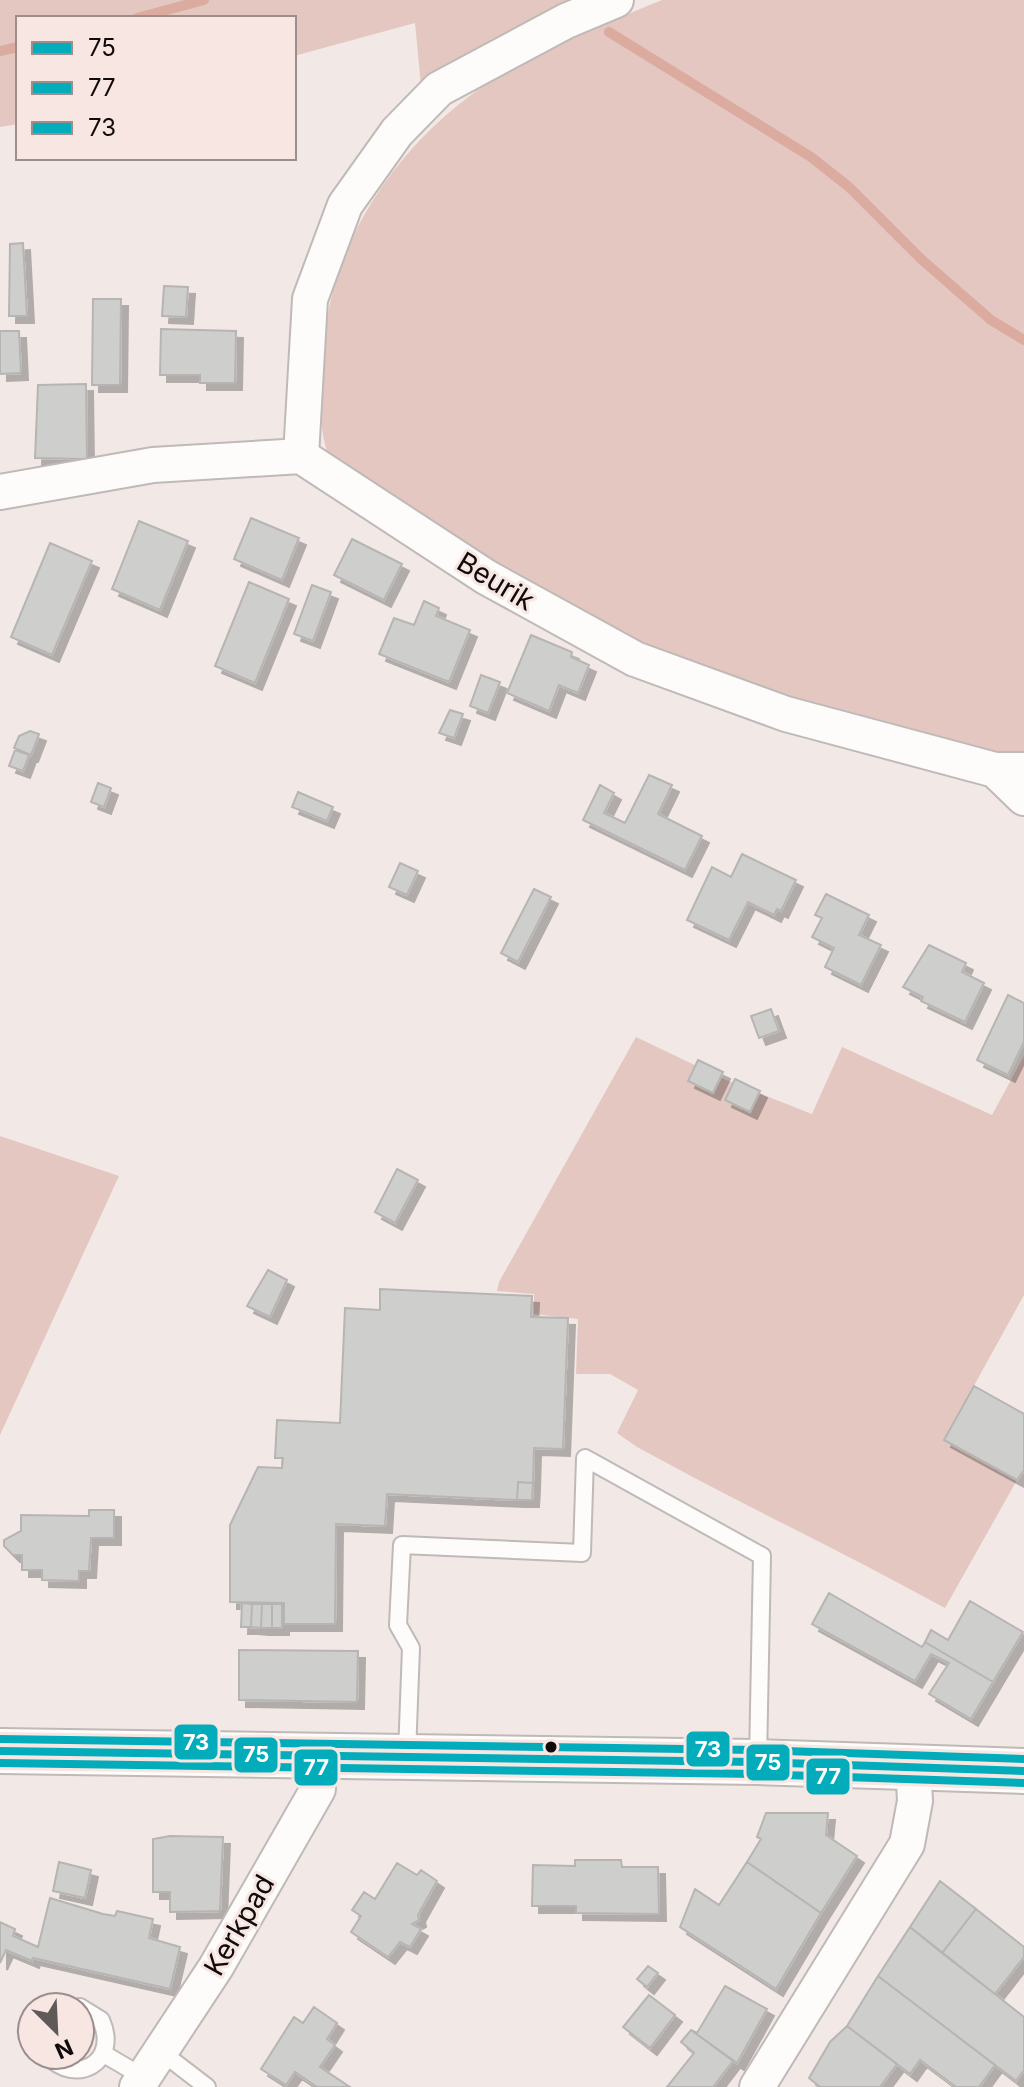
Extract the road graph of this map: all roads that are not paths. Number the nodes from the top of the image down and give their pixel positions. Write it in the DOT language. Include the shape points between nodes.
graph roads {
  1 [pos="616,0"];
  2 [pos="301,456"];
  3 [pos="0,492"];
  4 [pos="1009,770"];
  5 [pos="1024,798"];
  6 [pos="0,1751"];
  7 [pos="407,1755"];
  8 [pos="757,1762"];
  9 [pos="913,1765"];
  10 [pos="319,1771"];
  11 [pos="1024,1771"];
  12 [pos="96,2017"];
  13 [pos="104,2054"];
  14 [pos="96,2064"];
  15 [pos="146,2072"];
  16 [pos="207,2087"];
  17 [pos="757,2087"];
  1 -- 2 [label="street" via="439,89 397,132 345,205 310,299"];
  2 -- 3 [label="street" via="153,465"];
  2 -- 4 [label="street, Beurik" via="486,577 635,659 786,714"];
  4 -- 5 [label="street, Beurik"];
  6 -- 10 [label="main road"];
  7 -- 8 [label="main road"];
  7 -- 8 [label="lane" via="411,1648 398,1625 402,1545 582,1553 585,1458 762,1556"];
  7 -- 10 [label="main road"];
  8 -- 9 [label="main road"];
  9 -- 11 [label="main road"];
  9 -- 17 [label="street" via="915,1801 907,1844"];
  10 -- 15 [label="street, Kerkpad" via="216,1967"];
  12 -- 13 [label="lane" via="108,2043"];
  13 -- 14 [label="lane"];
  13 -- 15 [label="lane"];
  15 -- 16 [label="lane"];
}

^^^^^^^^

→ TASK REQUIREMENTS: What lines in the records contain the word "lane"? Return each one.

→ WRITTEN ANSWER:
  7 -- 8 [label="lane" via="411,1648 398,1625 402,1545 582,1553 585,1458 762,1556"];
  12 -- 13 [label="lane" via="108,2043"];
  13 -- 14 [label="lane"];
  13 -- 15 [label="lane"];
  15 -- 16 [label="lane"];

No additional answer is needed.